*** DATA FOR PROCESSING

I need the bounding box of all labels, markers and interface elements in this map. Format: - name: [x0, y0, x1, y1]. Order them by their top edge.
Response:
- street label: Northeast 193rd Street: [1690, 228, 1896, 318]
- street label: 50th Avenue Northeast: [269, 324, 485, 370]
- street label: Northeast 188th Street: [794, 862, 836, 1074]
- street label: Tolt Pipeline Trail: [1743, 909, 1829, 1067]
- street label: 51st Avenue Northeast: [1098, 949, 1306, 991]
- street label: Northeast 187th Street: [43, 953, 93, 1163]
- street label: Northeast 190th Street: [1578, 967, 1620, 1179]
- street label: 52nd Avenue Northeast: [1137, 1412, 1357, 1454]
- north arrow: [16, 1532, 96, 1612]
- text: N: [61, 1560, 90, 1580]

******

▸ ASSIGNMENT: The task calls for each record to be returned verbatim.

▸ ANSWER FOR THE TASK:
I need the bounding box of all labels, markers and interface elements in this map. Format: - name: [x0, y0, x1, y1]. Order them by their top edge.
Response:
- street label: Northeast 193rd Street: [1690, 228, 1896, 318]
- street label: 50th Avenue Northeast: [269, 324, 485, 370]
- street label: Northeast 188th Street: [794, 862, 836, 1074]
- street label: Tolt Pipeline Trail: [1743, 909, 1829, 1067]
- street label: 51st Avenue Northeast: [1098, 949, 1306, 991]
- street label: Northeast 187th Street: [43, 953, 93, 1163]
- street label: Northeast 190th Street: [1578, 967, 1620, 1179]
- street label: 52nd Avenue Northeast: [1137, 1412, 1357, 1454]
- north arrow: [16, 1532, 96, 1612]
- text: N: [61, 1560, 90, 1580]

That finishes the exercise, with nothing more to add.